Top of Source information

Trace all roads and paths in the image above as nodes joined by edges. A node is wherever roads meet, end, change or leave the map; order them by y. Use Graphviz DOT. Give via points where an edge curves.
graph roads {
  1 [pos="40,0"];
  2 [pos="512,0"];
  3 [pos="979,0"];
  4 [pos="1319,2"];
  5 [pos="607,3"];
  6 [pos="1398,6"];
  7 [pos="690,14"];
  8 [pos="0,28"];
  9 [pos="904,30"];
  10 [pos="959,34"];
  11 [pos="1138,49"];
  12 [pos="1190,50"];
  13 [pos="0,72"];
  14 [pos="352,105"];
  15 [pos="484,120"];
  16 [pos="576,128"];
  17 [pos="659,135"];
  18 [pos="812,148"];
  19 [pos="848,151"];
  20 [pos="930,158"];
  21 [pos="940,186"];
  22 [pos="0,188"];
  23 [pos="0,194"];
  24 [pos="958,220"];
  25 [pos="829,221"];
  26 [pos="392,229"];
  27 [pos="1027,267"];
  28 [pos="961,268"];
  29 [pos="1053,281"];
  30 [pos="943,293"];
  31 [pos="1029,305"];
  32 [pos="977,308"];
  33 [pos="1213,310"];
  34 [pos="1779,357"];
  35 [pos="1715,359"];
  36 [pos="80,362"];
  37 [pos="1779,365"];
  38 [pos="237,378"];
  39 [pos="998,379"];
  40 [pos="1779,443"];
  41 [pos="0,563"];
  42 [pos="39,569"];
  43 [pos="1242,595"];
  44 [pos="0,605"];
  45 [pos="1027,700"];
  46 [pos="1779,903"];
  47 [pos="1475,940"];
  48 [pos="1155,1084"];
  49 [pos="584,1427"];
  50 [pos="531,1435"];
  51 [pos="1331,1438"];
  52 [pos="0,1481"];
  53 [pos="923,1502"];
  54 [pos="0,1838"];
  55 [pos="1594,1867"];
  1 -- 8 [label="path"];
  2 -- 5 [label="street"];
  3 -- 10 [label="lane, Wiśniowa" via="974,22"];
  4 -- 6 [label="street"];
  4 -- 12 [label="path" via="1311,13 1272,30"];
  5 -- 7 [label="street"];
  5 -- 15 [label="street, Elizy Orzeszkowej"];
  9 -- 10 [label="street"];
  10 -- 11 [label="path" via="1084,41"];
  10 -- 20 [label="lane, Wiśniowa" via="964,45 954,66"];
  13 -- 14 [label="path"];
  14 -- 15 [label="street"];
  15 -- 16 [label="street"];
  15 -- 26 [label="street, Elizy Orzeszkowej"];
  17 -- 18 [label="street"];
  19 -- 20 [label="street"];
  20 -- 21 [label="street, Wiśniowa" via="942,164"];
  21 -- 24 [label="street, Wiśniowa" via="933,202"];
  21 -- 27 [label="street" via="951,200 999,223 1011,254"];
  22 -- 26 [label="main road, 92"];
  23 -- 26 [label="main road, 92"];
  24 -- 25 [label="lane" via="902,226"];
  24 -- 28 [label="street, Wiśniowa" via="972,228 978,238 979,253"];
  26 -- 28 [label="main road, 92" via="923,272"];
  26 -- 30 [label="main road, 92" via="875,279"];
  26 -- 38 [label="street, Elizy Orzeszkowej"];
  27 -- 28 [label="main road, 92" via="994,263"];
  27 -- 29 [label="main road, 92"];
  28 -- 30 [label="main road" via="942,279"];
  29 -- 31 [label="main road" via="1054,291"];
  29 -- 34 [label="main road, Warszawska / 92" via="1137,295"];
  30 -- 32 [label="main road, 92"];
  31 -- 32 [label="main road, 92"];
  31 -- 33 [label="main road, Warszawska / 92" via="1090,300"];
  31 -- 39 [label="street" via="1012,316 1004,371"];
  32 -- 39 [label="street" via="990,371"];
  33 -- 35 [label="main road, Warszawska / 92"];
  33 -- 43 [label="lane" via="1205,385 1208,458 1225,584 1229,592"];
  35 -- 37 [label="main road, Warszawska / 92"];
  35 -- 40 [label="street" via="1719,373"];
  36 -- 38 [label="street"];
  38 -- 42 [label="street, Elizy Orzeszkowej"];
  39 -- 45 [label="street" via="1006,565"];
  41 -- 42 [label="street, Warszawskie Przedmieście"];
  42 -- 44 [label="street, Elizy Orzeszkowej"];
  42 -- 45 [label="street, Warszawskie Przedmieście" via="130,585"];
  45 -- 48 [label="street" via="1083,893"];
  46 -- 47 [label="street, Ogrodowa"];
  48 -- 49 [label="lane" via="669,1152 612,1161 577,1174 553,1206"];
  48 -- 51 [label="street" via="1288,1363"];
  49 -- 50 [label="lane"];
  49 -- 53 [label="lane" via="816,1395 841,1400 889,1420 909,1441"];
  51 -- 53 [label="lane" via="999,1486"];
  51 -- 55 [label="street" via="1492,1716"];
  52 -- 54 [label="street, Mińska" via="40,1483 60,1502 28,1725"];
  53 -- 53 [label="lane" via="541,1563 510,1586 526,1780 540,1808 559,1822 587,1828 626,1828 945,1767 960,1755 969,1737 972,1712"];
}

Bottom of Source information

Locate the word "Orzeszkowej" in the records above, and return each line that has it.

* **Solution for this exercise**:
  5 -- 15 [label="street, Elizy Orzeszkowej"];
  15 -- 26 [label="street, Elizy Orzeszkowej"];
  26 -- 38 [label="street, Elizy Orzeszkowej"];
  38 -- 42 [label="street, Elizy Orzeszkowej"];
  42 -- 44 [label="street, Elizy Orzeszkowej"];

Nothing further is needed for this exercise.